■ Task
Read the records below. Copy each line where the string "roads" occurs.

══ Data section

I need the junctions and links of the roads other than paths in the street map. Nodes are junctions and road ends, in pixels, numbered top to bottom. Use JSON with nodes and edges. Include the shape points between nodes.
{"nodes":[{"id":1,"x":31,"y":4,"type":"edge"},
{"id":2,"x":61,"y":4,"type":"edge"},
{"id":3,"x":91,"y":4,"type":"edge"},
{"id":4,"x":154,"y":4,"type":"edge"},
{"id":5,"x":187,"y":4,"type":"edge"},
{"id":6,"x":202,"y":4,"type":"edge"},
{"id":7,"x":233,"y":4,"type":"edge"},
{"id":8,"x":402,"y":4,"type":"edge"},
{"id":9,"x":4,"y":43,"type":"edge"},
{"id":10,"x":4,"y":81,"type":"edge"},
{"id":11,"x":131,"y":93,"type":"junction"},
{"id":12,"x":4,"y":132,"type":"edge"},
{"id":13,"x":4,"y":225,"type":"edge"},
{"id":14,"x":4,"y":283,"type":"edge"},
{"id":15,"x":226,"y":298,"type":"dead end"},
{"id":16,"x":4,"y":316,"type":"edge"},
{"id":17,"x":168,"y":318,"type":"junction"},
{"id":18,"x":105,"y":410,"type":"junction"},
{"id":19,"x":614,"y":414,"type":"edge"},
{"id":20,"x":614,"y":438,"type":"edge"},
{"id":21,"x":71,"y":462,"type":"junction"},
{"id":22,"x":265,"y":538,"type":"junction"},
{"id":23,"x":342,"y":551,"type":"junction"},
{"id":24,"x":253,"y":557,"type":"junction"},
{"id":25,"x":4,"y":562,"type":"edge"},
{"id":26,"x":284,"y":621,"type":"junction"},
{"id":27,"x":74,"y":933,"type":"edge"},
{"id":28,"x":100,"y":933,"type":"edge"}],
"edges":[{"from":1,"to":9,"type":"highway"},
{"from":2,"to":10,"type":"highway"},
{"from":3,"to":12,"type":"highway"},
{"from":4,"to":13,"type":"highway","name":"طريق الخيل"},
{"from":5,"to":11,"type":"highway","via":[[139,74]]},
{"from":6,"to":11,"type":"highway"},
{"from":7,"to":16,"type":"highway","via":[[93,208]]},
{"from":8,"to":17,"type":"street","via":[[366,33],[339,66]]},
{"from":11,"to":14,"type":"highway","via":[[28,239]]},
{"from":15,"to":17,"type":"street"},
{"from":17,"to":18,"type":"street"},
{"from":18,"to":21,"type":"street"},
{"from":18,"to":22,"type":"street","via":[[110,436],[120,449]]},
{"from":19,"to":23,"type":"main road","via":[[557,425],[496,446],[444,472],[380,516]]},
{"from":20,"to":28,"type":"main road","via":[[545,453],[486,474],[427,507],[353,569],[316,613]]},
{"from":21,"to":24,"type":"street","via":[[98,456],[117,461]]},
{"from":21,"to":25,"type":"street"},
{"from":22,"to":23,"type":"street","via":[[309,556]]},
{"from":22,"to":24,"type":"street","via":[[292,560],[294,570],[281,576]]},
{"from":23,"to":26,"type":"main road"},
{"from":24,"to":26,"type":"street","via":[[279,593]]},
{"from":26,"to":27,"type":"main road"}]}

════
══ Data section

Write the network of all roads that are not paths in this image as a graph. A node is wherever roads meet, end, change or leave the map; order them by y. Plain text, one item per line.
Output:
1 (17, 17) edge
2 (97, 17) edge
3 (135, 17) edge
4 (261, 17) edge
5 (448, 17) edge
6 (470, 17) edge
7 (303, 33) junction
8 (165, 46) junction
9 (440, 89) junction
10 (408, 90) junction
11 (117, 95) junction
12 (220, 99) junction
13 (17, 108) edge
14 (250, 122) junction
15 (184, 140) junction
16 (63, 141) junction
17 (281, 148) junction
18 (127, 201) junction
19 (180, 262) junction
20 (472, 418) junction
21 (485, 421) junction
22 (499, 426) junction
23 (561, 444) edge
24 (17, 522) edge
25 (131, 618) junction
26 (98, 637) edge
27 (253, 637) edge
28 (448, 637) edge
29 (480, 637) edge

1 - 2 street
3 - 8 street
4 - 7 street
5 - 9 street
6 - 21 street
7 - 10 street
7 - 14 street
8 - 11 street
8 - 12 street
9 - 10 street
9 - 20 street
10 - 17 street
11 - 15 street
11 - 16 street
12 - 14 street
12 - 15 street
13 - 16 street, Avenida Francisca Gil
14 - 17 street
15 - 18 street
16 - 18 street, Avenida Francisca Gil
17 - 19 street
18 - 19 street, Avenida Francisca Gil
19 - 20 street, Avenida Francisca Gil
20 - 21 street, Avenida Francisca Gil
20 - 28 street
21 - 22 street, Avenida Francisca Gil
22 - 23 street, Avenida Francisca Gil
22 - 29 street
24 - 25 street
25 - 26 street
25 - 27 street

════

■ Result below
I need the junctions and links of the roads other than paths in the street map. Nodes are junctions and road ends, in pixels, numbered top to bottom. Use JSON with nodes and edges. Include the shape points between nodes.
Write the network of all roads that are not paths in this image as a graph. A node is wherever roads meet, end, change or leave the map; order them by y. Plain text, one item per line.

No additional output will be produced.